一人で大丈夫だったかと問うと拍子抜けするくらいに満ち足りた気配で我々を迎えたオマールは、こう説明したのだった。

『雨は読書が進むから好きだ。ひとり露天風呂に浸かりながら本を読む。
雨の音が静けさに趣を添える。川のせせらぎも聞こえる。たまに鳥が鳴く。
他になにも要らないよね。』

なんの事は無い、この宿の、この部屋付き露天風呂を、一番堪能したのがオマールだった訳だ。彼の言葉から滲み出る侘び寂びの境地は、静かに我々を圧倒した。もちろんオマールは一人でいる間、宿に何もリクエストしてはいなかった。
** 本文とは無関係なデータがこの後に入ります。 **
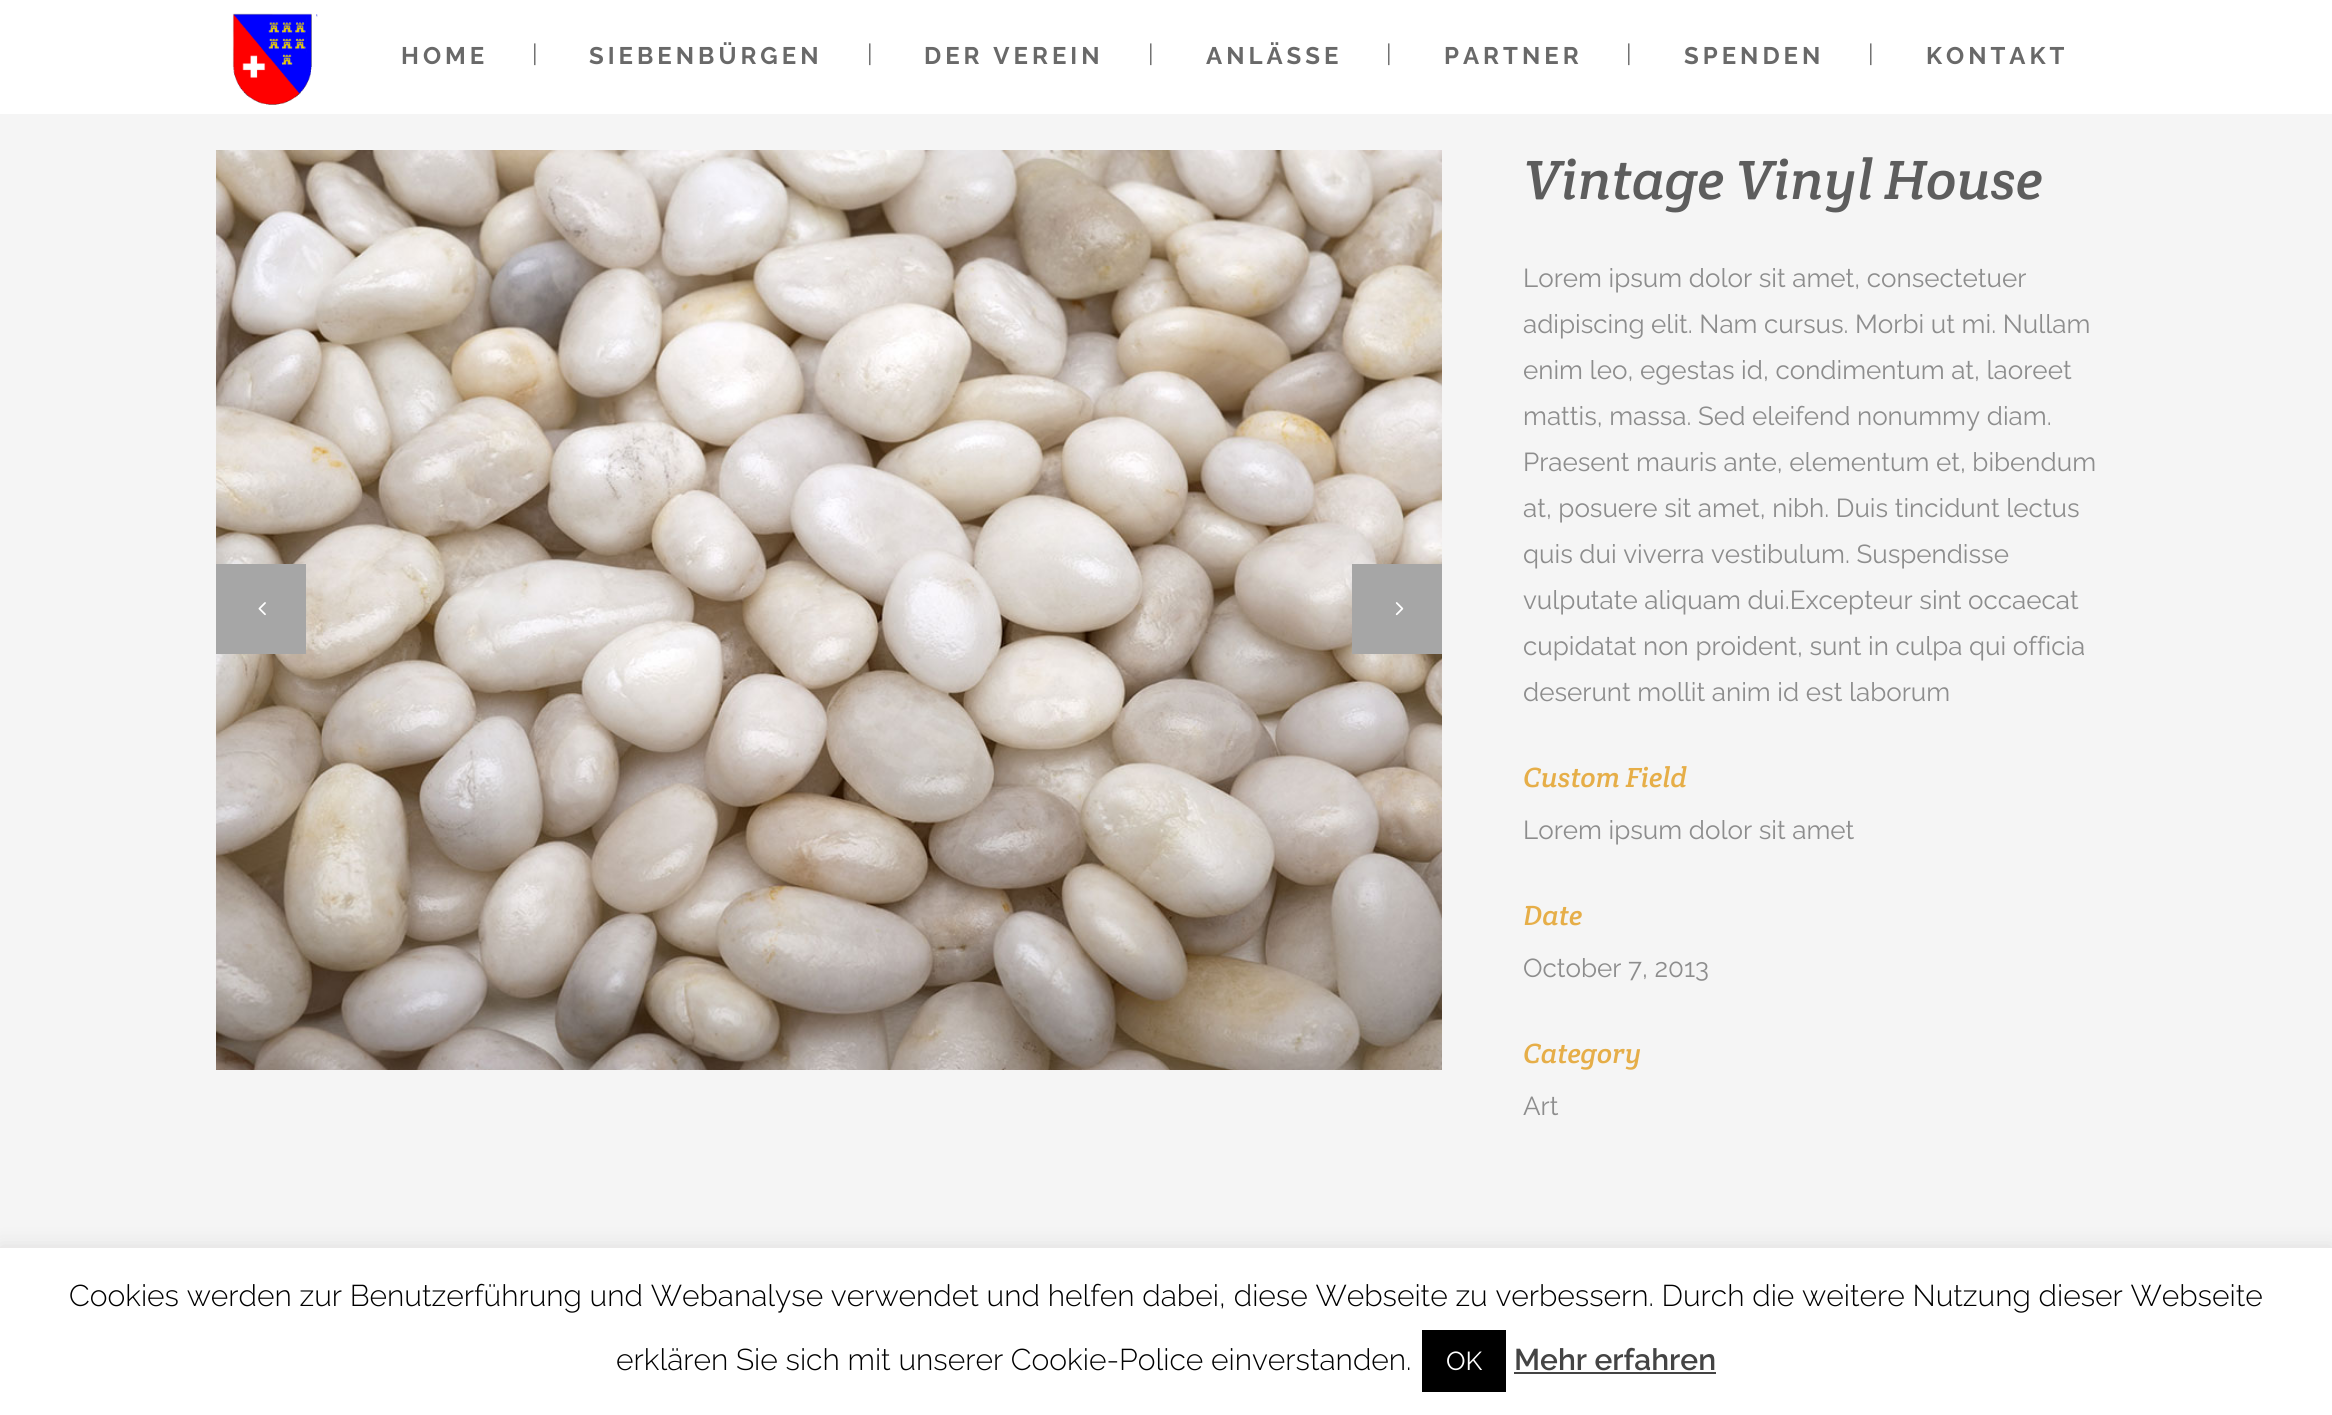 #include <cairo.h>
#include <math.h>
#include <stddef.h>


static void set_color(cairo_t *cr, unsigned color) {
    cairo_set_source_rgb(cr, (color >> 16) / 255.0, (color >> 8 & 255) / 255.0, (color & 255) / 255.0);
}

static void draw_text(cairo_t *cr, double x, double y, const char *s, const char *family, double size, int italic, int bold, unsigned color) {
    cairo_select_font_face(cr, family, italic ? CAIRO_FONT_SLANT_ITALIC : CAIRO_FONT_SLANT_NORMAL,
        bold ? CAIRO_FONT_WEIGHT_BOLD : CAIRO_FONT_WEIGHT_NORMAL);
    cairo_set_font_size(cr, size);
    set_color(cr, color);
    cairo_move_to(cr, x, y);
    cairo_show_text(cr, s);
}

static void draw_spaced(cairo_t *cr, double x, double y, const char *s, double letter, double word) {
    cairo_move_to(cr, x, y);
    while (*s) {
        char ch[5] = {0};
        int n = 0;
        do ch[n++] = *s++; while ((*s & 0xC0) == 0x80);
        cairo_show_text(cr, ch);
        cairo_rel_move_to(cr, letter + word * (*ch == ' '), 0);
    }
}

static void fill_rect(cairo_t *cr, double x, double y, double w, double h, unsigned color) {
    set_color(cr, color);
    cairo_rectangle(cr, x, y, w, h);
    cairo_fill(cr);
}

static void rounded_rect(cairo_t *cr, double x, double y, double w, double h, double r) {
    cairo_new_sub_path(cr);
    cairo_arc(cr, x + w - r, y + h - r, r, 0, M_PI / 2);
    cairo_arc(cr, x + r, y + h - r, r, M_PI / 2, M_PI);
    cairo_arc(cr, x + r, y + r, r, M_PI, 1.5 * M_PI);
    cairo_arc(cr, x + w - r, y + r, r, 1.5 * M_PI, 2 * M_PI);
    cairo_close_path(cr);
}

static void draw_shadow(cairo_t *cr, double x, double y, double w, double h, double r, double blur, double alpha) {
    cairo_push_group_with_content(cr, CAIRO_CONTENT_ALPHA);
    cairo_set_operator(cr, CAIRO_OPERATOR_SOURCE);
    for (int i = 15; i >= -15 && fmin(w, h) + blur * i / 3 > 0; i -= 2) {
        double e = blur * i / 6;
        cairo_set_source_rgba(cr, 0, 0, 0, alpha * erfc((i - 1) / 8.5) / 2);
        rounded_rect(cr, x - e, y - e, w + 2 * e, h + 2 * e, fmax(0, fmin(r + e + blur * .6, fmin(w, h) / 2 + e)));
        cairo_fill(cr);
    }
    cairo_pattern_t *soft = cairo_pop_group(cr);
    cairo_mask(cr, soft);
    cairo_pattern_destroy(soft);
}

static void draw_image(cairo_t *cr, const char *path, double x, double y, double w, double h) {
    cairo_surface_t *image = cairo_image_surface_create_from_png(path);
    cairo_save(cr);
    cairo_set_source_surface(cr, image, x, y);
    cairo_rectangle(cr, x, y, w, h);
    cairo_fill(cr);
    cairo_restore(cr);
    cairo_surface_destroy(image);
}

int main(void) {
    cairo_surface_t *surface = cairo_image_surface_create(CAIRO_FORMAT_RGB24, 2332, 1415);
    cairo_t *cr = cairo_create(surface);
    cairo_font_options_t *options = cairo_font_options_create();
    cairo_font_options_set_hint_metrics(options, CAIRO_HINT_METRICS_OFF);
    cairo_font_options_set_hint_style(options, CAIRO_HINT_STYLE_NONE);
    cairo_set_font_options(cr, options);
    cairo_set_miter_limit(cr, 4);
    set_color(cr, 0xF5F5F5);
    cairo_paint(cr);
    fill_rect(cr, 0, 0, 2332, 114, 0xFFFFFF);
    draw_image(cr, "assets/img1.png", 232, 13, 86, 92);
    cairo_select_font_face(cr, "Raleway", CAIRO_FONT_SLANT_NORMAL, CAIRO_FONT_WEIGHT_BOLD);
    cairo_set_font_size(cr, 24);
    set_color(cr, 0x696969);
    draw_spaced(cr, 401, 64, "HOME", 4, 0);
    draw_text(cr, 532, 62, "|", "Raleway", 24, 0, 0, 0x696969);
    cairo_select_font_face(cr, "Raleway", CAIRO_FONT_SLANT_NORMAL, CAIRO_FONT_WEIGHT_BOLD);
    draw_spaced(cr, 589, 64, "SIEBENBÜRGEN", 4, 0);
    draw_text(cr, 867, 62, "|", "Raleway", 24, 0, 0, 0x696969);
    cairo_select_font_face(cr, "Raleway", CAIRO_FONT_SLANT_NORMAL, CAIRO_FONT_WEIGHT_BOLD);
    draw_spaced(cr, 924, 64, "DER VEREIN", 4, 0);
    draw_text(cr, 1148, 62, "|", "Raleway", 24, 0, 0, 0x696969);
    cairo_select_font_face(cr, "Raleway", CAIRO_FONT_SLANT_NORMAL, CAIRO_FONT_WEIGHT_BOLD);
    draw_spaced(cr, 1206, 64, "ANLÄSSE", 4, 0);
    draw_text(cr, 1386, 62, "|", "Raleway", 24, 0, 0, 0x696969);
    cairo_select_font_face(cr, "Raleway", CAIRO_FONT_SLANT_NORMAL, CAIRO_FONT_WEIGHT_BOLD);
    draw_spaced(cr, 1444, 64, "PARTNER", 4, 0);
    draw_text(cr, 1626, 62, "|", "Raleway", 24, 0, 0, 0x696969);
    cairo_select_font_face(cr, "Raleway", CAIRO_FONT_SLANT_NORMAL, CAIRO_FONT_WEIGHT_BOLD);
    draw_spaced(cr, 1684, 64, "SPENDEN", 4, 0);
    draw_text(cr, 1868, 62, "|", "Raleway", 24, 0, 0, 0x696969);
    cairo_select_font_face(cr, "Raleway", CAIRO_FONT_SLANT_NORMAL, CAIRO_FONT_WEIGHT_BOLD);
    draw_spaced(cr, 1926, 64, "KONTAKT", 4, 0);
    draw_image(cr, "assets/img2.png", 216, 150, 1226, 920);
    fill_rect(cr, 216, 564, 90, 90, 0xA6A6A6);
    draw_image(cr, "assets/img3.png", 258, 602, 8, 14);
    fill_rect(cr, 1352, 564, 90, 90, 0xA6A6A6);
    draw_image(cr, "assets/img4.png", 1395, 602, 9, 14);
    draw_text(cr, 1523, 199, "Vintage Vinyl House", "Crete Round", 56, 1, 0, 0x5D5D5D);
    draw_text(cr, 1523, 287, "Lorem ipsum dolor sit amet, consectetuer", "Raleway", 26, 0, 0, 0x8D8D8D);
    draw_text(cr, 1523, 333, "adipiscing elit. Nam cursus. Morbi ut mi. Nullam", "Raleway", 26, 0, 0, 0x8D8D8D);
    draw_text(cr, 1523, 379, "enim leo, egestas id, condimentum at, laoreet", "Raleway", 26, 0, 0, 0x8D8D8D);
    draw_text(cr, 1523, 425, "mattis, massa. Sed eleifend nonummy diam.", "Raleway", 26, 0, 0, 0x8D8D8D);
    draw_text(cr, 1523, 471, "Praesent mauris ante, elementum et, bibendum", "Raleway", 26, 0, 0, 0x8D8D8D);
    draw_text(cr, 1523, 517, "at, posuere sit amet, nibh. Duis tincidunt lectus", "Raleway", 26, 0, 0, 0x8D8D8D);
    draw_text(cr, 1523, 563, "quis dui viverra vestibulum. Suspendisse", "Raleway", 26, 0, 0, 0x8D8D8D);
    draw_text(cr, 1523, 609, "vulputate aliquam dui.Excepteur sint occaecat", "Raleway", 26, 0, 0, 0x8D8D8D);
    draw_text(cr, 1523, 655, "cupidatat non proident, sunt in culpa qui officia", "Raleway", 26, 0, 0, 0x8D8D8D);
    draw_text(cr, 1523, 701, "deserunt mollit anim id est laborum", "Raleway", 26, 0, 0, 0x8D8D8D);
    draw_text(cr, 1523, 787, "Custom Field", "Crete Round", 28, 1, 0, 0xE6AE48);
    draw_text(cr, 1523, 839, "Lorem ipsum dolor sit amet", "Raleway", 26, 0, 0, 0x8D8D8D);
    draw_text(cr, 1523, 925, "Date", "Crete Round", 28, 1, 0, 0xE6AE48);
    draw_text(cr, 1523, 977, "October 7, 2013", "Raleway", 26, 0, 0, 0x8D8D8D);
    draw_text(cr, 1523, 1063, "Category", "Crete Round", 28, 1, 0, 0xE6AE48);
    draw_text(cr, 1523, 1115, "Art", "Raleway", 26, 0, 0, 0x8D8D8D);
    set_color(cr, 0xACABAB);
    draw_shadow(cr, 0, 1246, 2332, 168, 0, 10, 0.3);
    fill_rect(cr, 0, 1248, 2332, 167, 0xFFFFFF);
    draw_text(cr, 69, 1306, "Cookies werden zur Benutzerführung und Webanalyse verwendet und helfen dabei, diese Webseite zu verbessern. Durch die weitere Nutzung dieser Webseite", "Raleway Light", 30, 0, 0, 0x000000);
    draw_text(cr, 616, 1370, "erklären Sie sich mit unserer Cookie-Police einverstanden.", "Raleway Light", 30, 0, 0, 0x000000);
    fill_rect(cr, 1422, 1330, 84, 62, 0x000000);
    draw_text(cr, 1446, 1370, "OK", "Raleway", 26, 0, 0, 0xFFFFFF);
    draw_text(cr, 1514, 1370, "Mehr erfahren", "Raleway SemiBold", 30, 0, 0, 0x444444);
    fill_rect(cr, 1514, 1372, 202, 2, 0x444444);
    cairo_surface_write_to_png(surface, "output.png");
    cairo_font_options_destroy(options);
    cairo_destroy(cr);
    cairo_surface_destroy(surface);
    return 0;
}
私はそのとき、教養を備えた人の醸し出す空気感に初めて触れたのだった。
そしてその空気感というものは、国境を超えて存在するユニバーサルな世界なのだということを、知ったのだった。

世の中の経営者でもアーティストでもアスリートでも、戦国武将でも思想家でも、西洋でも東洋でも、エッセンスを突き詰めると求道者はなぜか皆同じことを言い出すその訳は、こうしたことにあるのかなと少し扉の前に立った気がした、そんな瞬間なのだった。